▸ Dataset entries
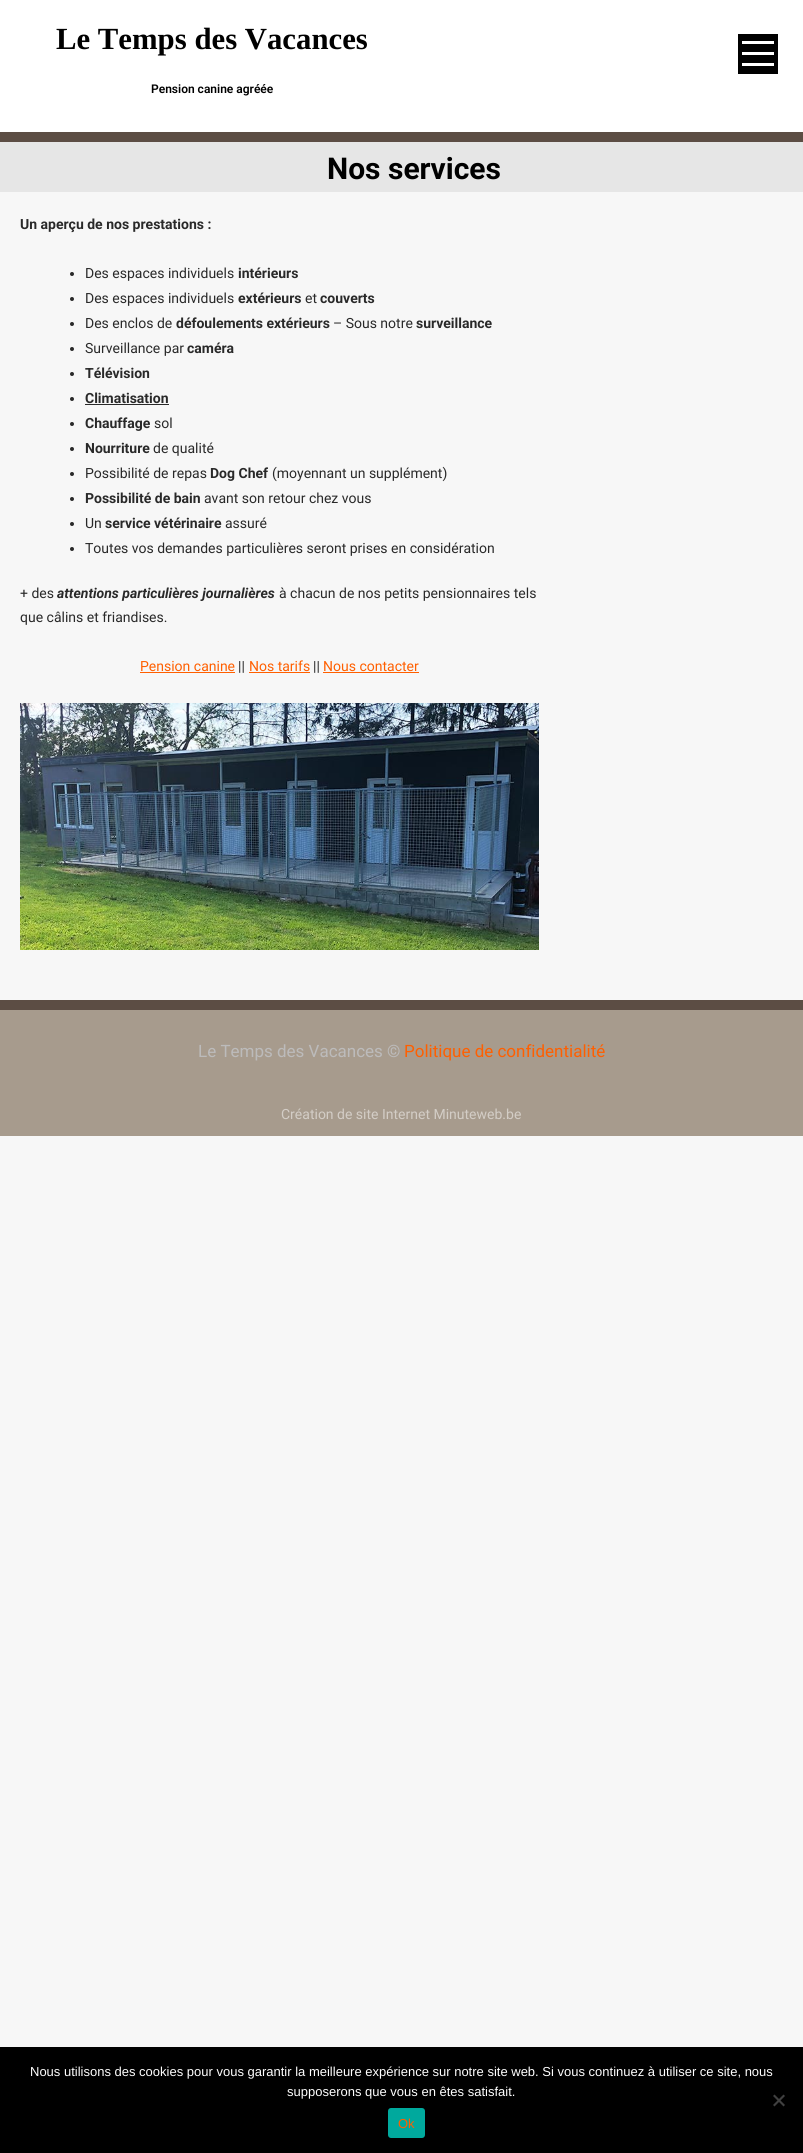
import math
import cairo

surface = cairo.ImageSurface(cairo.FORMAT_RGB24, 803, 2153)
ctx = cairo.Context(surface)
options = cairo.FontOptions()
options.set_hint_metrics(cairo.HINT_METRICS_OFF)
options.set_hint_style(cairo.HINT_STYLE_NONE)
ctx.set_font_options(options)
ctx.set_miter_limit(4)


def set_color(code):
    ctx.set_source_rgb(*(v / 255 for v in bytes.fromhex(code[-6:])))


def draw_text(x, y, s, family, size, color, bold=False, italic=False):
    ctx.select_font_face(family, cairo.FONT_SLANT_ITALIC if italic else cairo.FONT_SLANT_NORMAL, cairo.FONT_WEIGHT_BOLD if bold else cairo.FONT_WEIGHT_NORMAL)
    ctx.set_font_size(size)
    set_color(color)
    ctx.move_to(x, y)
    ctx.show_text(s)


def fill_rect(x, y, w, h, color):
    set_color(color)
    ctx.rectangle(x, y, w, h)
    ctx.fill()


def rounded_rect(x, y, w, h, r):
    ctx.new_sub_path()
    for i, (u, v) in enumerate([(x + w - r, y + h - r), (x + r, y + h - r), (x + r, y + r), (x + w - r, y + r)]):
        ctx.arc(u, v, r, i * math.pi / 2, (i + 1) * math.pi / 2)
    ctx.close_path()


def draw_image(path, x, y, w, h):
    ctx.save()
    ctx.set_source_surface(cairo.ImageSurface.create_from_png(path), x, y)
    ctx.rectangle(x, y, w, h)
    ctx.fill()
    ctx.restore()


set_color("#f7f7f7")
ctx.paint()
fill_rect(0, 0, 803, 132, "#ffffff")
draw_text(56, 49, "Le Temps des Vacances", "Liberation Serif", 30.75, "#000000", bold=True)
draw_text(151, 93, "Pension canine agréée", "Roboto SemiBold", 12, "#000000")
fill_rect(738, 34, 40, 40, "#000000")
fill_rect(742, 41, 32, 3, "#ffffff")
fill_rect(742, 52, 32, 3, "#ffffff")
fill_rect(742, 63, 32, 3, "#ffffff")
fill_rect(0, 132, 803, 10, "#5c4d44")
fill_rect(0, 142, 803, 50, "#e6e6e6")
draw_text(327, 179, "Nos services", "Roboto", 30, "#000000", bold=True)
draw_text(20, 229, "Un aperçu de nos prestations :", "Roboto", 14, "#292929", bold=True)
ctx.new_path()
ctx.arc(72, 274, 2, 0, 2 * math.pi)
ctx.fill()
draw_text(85, 278, "Des espaces individuels", "Roboto", 14, "#292929")
draw_text(238, 278, "intérieurs", "Roboto", 14, "#292929", bold=True)
ctx.new_path()
ctx.arc(72, 299, 2, 0, 2 * math.pi)
ctx.fill()
draw_text(85, 303, "Des espaces individuels", "Roboto", 14, "#292929")
draw_text(238, 303, "extérieurs", "Roboto", 14, "#292929", bold=True)
draw_text(305, 303, "et", "Roboto", 14, "#292929")
draw_text(320, 303, "couverts", "Roboto", 14, "#292929", bold=True)
ctx.new_path()
ctx.arc(72, 324, 2, 0, 2 * math.pi)
ctx.fill()
draw_text(85, 328, "Des enclos de", "Roboto", 14, "#292929")
draw_text(176, 328, "défoulements extérieurs", "Roboto", 14, "#292929", bold=True)
draw_text(333, 328, "– Sous notre", "Roboto", 14, "#292929")
draw_text(416, 328, "surveillance", "Roboto", 14, "#292929", bold=True)
ctx.new_path()
ctx.arc(72, 349, 2, 0, 2 * math.pi)
ctx.fill()
draw_text(85, 353, "Surveillance par", "Roboto", 14, "#292929")
draw_text(187, 353, "caméra", "Roboto", 14, "#292929", bold=True)
ctx.new_path()
ctx.arc(72, 374, 2, 0, 2 * math.pi)
ctx.fill()
draw_text(85, 378, "Télévision", "Roboto", 14, "#292929", bold=True)
ctx.new_path()
ctx.arc(72, 399, 2, 0, 2 * math.pi)
ctx.fill()
draw_text(85, 403, "Climatisation", "Roboto", 14, "#292929", bold=True)
fill_rect(85, 404, 84, 1, "#292929")
ctx.new_path()
ctx.arc(72, 424, 2, 0, 2 * math.pi)
ctx.fill()
draw_text(85, 428, "Chauffage", "Roboto", 14, "#292929", bold=True)
draw_text(154, 428, "sol", "Roboto", 14, "#292929")
ctx.new_path()
ctx.arc(72, 449, 2, 0, 2 * math.pi)
ctx.fill()
draw_text(85, 453, "Nourriture", "Roboto", 14, "#292929", bold=True)
draw_text(153, 453, "de qualité", "Roboto", 14, "#292929")
ctx.new_path()
ctx.arc(72, 474, 2, 0, 2 * math.pi)
ctx.fill()
draw_text(85, 478, "Possibilité de repas", "Roboto", 14, "#292929")
draw_text(210, 478, "Dog Chef", "Roboto", 14, "#292929", bold=True)
draw_text(272, 478, "(moyennant un supplément)", "Roboto", 14, "#292929")
ctx.new_path()
ctx.arc(72, 499, 2, 0, 2 * math.pi)
ctx.fill()
draw_text(85, 503, "Possibilité de bain", "Roboto", 14, "#292929", bold=True)
draw_text(204, 503, "avant son retour chez vous", "Roboto", 14, "#292929")
ctx.new_path()
ctx.arc(72, 524, 2, 0, 2 * math.pi)
ctx.fill()
draw_text(85, 528, "Un", "Roboto", 14, "#292929")
draw_text(105, 528, "service vétérinaire", "Roboto", 14, "#292929", bold=True)
draw_text(225, 528, "assuré", "Roboto", 14, "#292929")
ctx.new_path()
ctx.arc(72, 549, 2, 0, 2 * math.pi)
ctx.fill()
draw_text(85, 553, "Toutes vos demandes particulières seront prises en considération", "Roboto", 14, "#292929")
draw_text(20, 598, "+ des", "Roboto", 14, "#292929")
draw_text(57, 598, "attentions particulières journalières", "Roboto", 14, "#292929", bold=True, italic=True)
draw_text(279, 598, "à chacun de nos petits pensionnaires tels", "Roboto", 14, "#292929")
draw_text(20, 622, "que câlins et friandises.", "Roboto", 14, "#292929")
draw_text(140, 671, "Pension canine", "Roboto", 14, "#ff5f00")
fill_rect(140, 672, 95, 1, "#ff5f00")
draw_text(238, 671, "||", "Roboto", 14, "#292929")
draw_text(249, 671, "Nos tarifs", "Roboto", 14, "#ff5f00")
fill_rect(249, 672, 61, 1, "#ff5f00")
draw_text(313, 671, "||", "Roboto", 14, "#292929")
draw_text(323, 671, "Nous contacter", "Roboto", 14, "#ff5f00")
fill_rect(323, 672, 96, 1, "#ff5f00")
draw_image("assets/img1.png", 20, 703, 519, 247)
fill_rect(0, 1000, 803, 10, "#5c4d44")
fill_rect(0, 1010, 803, 126, "#a79b8d")
draw_text(198, 1057, "Le Temps des Vacances ©", "Roboto", 17, "#bcbbbb")
draw_text(404, 1057, "Politique de confidentialité", "Roboto", 17, "#ff5f00")
draw_text(281, 1119, "Création de site Internet Minuteweb.be", "Roboto", 14, "#d3cdc6")
fill_rect(0, 2047, 803, 106, "#000000")
draw_text(30, 2076, "Nous utilisons des cookies pour vous garantir la meilleure expérience sur notre site web. Si vous continuez à utiliser ce site, nous", "Liberation Sans", 13, "#ffffff")
draw_text(287, 2096, "supposerons que vous en êtes satisfait.", "Liberation Sans", 13, "#ffffff")
set_color("#404040")
ctx.new_path()
ctx.move_to(783.5, 2094.5)
ctx.line_to(785, 2096)
ctx.line_to(774.5, 2106.5)
ctx.line_to(773, 2105)
ctx.close_path()
ctx.fill()
ctx.new_path()
ctx.move_to(773, 2096)
ctx.line_to(774.5, 2094.5)
ctx.line_to(785, 2105)
ctx.line_to(783.5, 2106.5)
ctx.close_path()
ctx.fill()
set_color("#00a99d")
rounded_rect(388, 2108, 37, 30, 3)
ctx.fill()
draw_text(398, 2128, "Ok", "Liberation Sans", 13, "#ff5f00")
surface.write_to_png("output.png")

▸ WHAT IS EXPECTED
Give again, exactly, the lines starting at the first entry above and ending at the line with "ctx.set_font_options(options)"; please leave pictures out.

▸ SOLVED EXERCISE
import math
import cairo

surface = cairo.ImageSurface(cairo.FORMAT_RGB24, 803, 2153)
ctx = cairo.Context(surface)
options = cairo.FontOptions()
options.set_hint_metrics(cairo.HINT_METRICS_OFF)
options.set_hint_style(cairo.HINT_STYLE_NONE)
ctx.set_font_options(options)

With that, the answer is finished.